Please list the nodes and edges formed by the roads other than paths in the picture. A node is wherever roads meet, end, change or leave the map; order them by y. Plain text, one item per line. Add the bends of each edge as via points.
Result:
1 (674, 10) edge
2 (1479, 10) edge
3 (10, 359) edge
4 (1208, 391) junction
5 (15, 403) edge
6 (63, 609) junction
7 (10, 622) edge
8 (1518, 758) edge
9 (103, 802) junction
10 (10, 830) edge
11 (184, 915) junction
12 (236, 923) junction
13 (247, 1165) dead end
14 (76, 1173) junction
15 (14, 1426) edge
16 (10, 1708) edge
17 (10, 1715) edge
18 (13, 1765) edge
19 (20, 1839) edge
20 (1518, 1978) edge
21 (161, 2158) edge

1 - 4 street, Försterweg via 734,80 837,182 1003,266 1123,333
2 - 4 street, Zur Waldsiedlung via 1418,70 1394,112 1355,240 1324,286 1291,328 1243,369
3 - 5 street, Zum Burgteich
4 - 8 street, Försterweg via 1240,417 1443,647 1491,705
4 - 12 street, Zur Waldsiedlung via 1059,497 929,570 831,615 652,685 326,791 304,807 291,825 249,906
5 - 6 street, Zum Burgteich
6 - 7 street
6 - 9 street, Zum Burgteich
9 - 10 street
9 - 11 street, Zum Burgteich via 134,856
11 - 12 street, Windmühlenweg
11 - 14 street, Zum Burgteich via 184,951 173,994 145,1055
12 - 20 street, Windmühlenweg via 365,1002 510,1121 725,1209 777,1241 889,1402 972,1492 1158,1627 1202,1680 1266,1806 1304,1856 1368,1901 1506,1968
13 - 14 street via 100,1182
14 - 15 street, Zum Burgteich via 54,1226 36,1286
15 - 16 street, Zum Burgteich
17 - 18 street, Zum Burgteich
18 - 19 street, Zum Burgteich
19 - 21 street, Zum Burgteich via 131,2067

....................

- _WHAT YOU WILL DO_
An exact transcription of all the records is required.

- _REPLY TO THE TASK_
Please list the nodes and edges formed by the roads other than paths in the picture. A node is wherever roads meet, end, change or leave the map; order them by y. Plain text, one item per line. Add the bends of each edge as via points.
Result:
1 (674, 10) edge
2 (1479, 10) edge
3 (10, 359) edge
4 (1208, 391) junction
5 (15, 403) edge
6 (63, 609) junction
7 (10, 622) edge
8 (1518, 758) edge
9 (103, 802) junction
10 (10, 830) edge
11 (184, 915) junction
12 (236, 923) junction
13 (247, 1165) dead end
14 (76, 1173) junction
15 (14, 1426) edge
16 (10, 1708) edge
17 (10, 1715) edge
18 (13, 1765) edge
19 (20, 1839) edge
20 (1518, 1978) edge
21 (161, 2158) edge

1 - 4 street, Försterweg via 734,80 837,182 1003,266 1123,333
2 - 4 street, Zur Waldsiedlung via 1418,70 1394,112 1355,240 1324,286 1291,328 1243,369
3 - 5 street, Zum Burgteich
4 - 8 street, Försterweg via 1240,417 1443,647 1491,705
4 - 12 street, Zur Waldsiedlung via 1059,497 929,570 831,615 652,685 326,791 304,807 291,825 249,906
5 - 6 street, Zum Burgteich
6 - 7 street
6 - 9 street, Zum Burgteich
9 - 10 street
9 - 11 street, Zum Burgteich via 134,856
11 - 12 street, Windmühlenweg
11 - 14 street, Zum Burgteich via 184,951 173,994 145,1055
12 - 20 street, Windmühlenweg via 365,1002 510,1121 725,1209 777,1241 889,1402 972,1492 1158,1627 1202,1680 1266,1806 1304,1856 1368,1901 1506,1968
13 - 14 street via 100,1182
14 - 15 street, Zum Burgteich via 54,1226 36,1286
15 - 16 street, Zum Burgteich
17 - 18 street, Zum Burgteich
18 - 19 street, Zum Burgteich
19 - 21 street, Zum Burgteich via 131,2067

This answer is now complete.